Everybody is born into their own life, and make of it what they can. Some change their position dramatically, some sit where they started. How do we explain that? "My parents were poor and uneducated because..." is just an excuse for one's own failures.

I understand that culture can strongly influence outcomes. But do we really believe that ancient wrongs have so warped a demographic's culture to the point they are doomed? And need 'reparations' to make it all right again?

I favor the process in the parent post - help those in need, sure, who demonstrate a willingness to use that help (send the poor to college etc). Blindly. That's important because people game any system, and others use quotas and officially-sanctioned profiling as further proof of whatever bigotry they already harbor.

3 comments

> But its always seen as a stretch to me, to use ancient history to explain the current generation.

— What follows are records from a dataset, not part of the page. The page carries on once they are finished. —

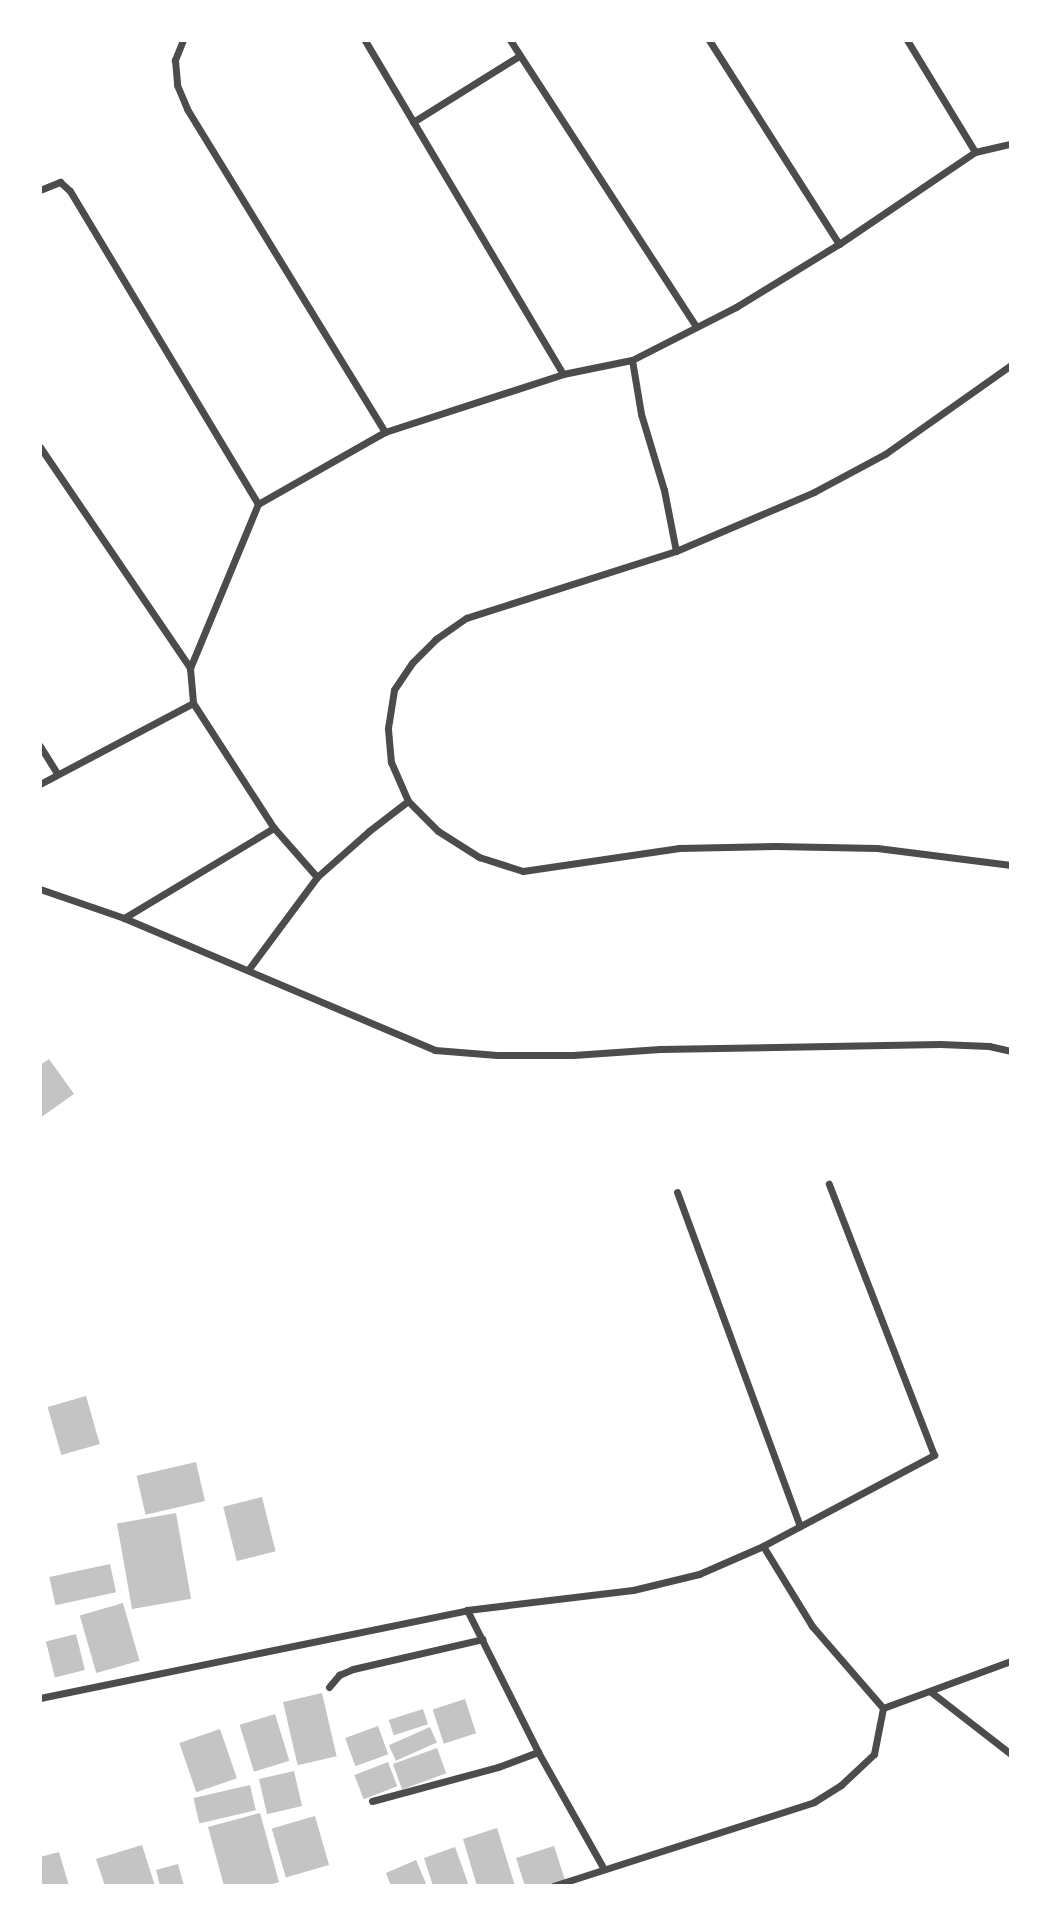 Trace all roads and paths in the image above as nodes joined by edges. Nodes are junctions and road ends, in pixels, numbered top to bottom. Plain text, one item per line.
1 (183, 40) edge
2 (365, 40) edge
3 (510, 40) edge
4 (709, 40) edge
5 (907, 40) edge
6 (519, 56) junction
7 (413, 122) junction
8 (1011, 144) edge
9 (975, 152) junction
10 (40, 190) edge
11 (839, 244) junction
12 (695, 325) junction
13 (632, 360) junction
14 (1011, 365) edge
15 (563, 374) junction
16 (385, 432) junction
17 (40, 447) edge
18 (258, 504) junction
19 (676, 551) junction
20 (190, 668) junction
21 (193, 703) junction
22 (40, 746) edge
23 (57, 773) junction
24 (40, 784) edge
25 (408, 801) junction
26 (274, 828) junction
27 (1011, 864) edge
28 (317, 877) junction
29 (40, 889) edge
30 (124, 918) junction
31 (248, 970) junction
32 (1011, 1051) edge
33 (829, 1184) dead end
34 (677, 1192) dead end
35 (800, 1526) junction
36 (763, 1546) junction
37 (467, 1610) junction
38 (483, 1639) junction
39 (1011, 1661) edge
40 (330, 1687) dead end
41 (931, 1692) junction
42 (40, 1698) edge
43 (883, 1708) junction
44 (538, 1752) junction
45 (1011, 1754) edge
46 (372, 1801) dead end
47 (604, 1869) junction
48 (553, 1886) edge

1 - 16 street
2 - 7 street
3 - 6 street
4 - 11 street
5 - 9 street
6 - 7 street
6 - 12 street
7 - 15 street
8 - 9 street
9 - 11 street
10 - 18 street
11 - 12 street
12 - 13 street
13 - 15 street
13 - 19 street
14 - 19 street
15 - 16 street
16 - 18 street
17 - 20 street
18 - 20 street
19 - 25 street
20 - 21 street
21 - 23 street
21 - 26 street
22 - 23 street
23 - 24 street
25 - 27 street
25 - 28 street
26 - 28 street
26 - 30 street
28 - 31 street
29 - 30 street
30 - 31 street
31 - 32 street
33 - 35 street
34 - 35 street
35 - 36 street
36 - 37 street
36 - 43 street
37 - 38 street
37 - 42 street
38 - 40 street
38 - 44 street
39 - 41 street
41 - 43 street
41 - 45 street
43 - 47 street
44 - 46 street
44 - 47 street
47 - 48 street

Calling it ancient history is disingenuous. History does repeat itself, and as any historian will tell you "If you don't know history, you are a doomed to repeat it".

> African-American folks uneducated and over-incarcerated? Blame slavery.

You are reducing it into something much less believable than:

"Blame the current people in power (white) for African-American folks having a harder time because there are still racist effects, cultural ideologies, subconscious denigration, uncaught biases, and traditions passed down from their great-grandparents who were slave owners."

Ok blame whomever you like. The issue of 'reparations' remains cloudy, and I for one don't see the argument.
> Ok blame whomever you like.

I love how you frame things as if I'm just pointing fingers and may just as well blame inanimate objects.

> The issue of 'reparations' remains cloudy, and I for one don't see the argument.

I'm unclear on my position here, but I do see the argument for reparations.

Sorry, I meant blame-throwing is an interesting exercise, for a sense of history if nothing else. But 'reparations' means payment for having wronged someone, usually a group. Using historical precedents of harm seems very indirect to me, to justify handing a check to someone born a century after that harm. Clearer?
That "ancient history" includes discriminatory subprime mortgage practices and redlining that are currently going on. Ferguson is not ancient history, and neither are the disparities in policing or the school-to-prison pipeline.

Ancient history merely tells us how we came to be at current history. We can not possibly begin to fix these ongoing injustices without admitting that "ancient" history had an actual impact that must be repaired.

Right now, black men with the same college degrees make far less than their white counterparts. A resume with a white-sounding name gets far more responses than one with a black-sounding name. No amount of "helping people in need" is going to address those problems.

> to use ancient history to explain the current generation

Skip to the end if you don't have time to read the whole article. It's not ancient history.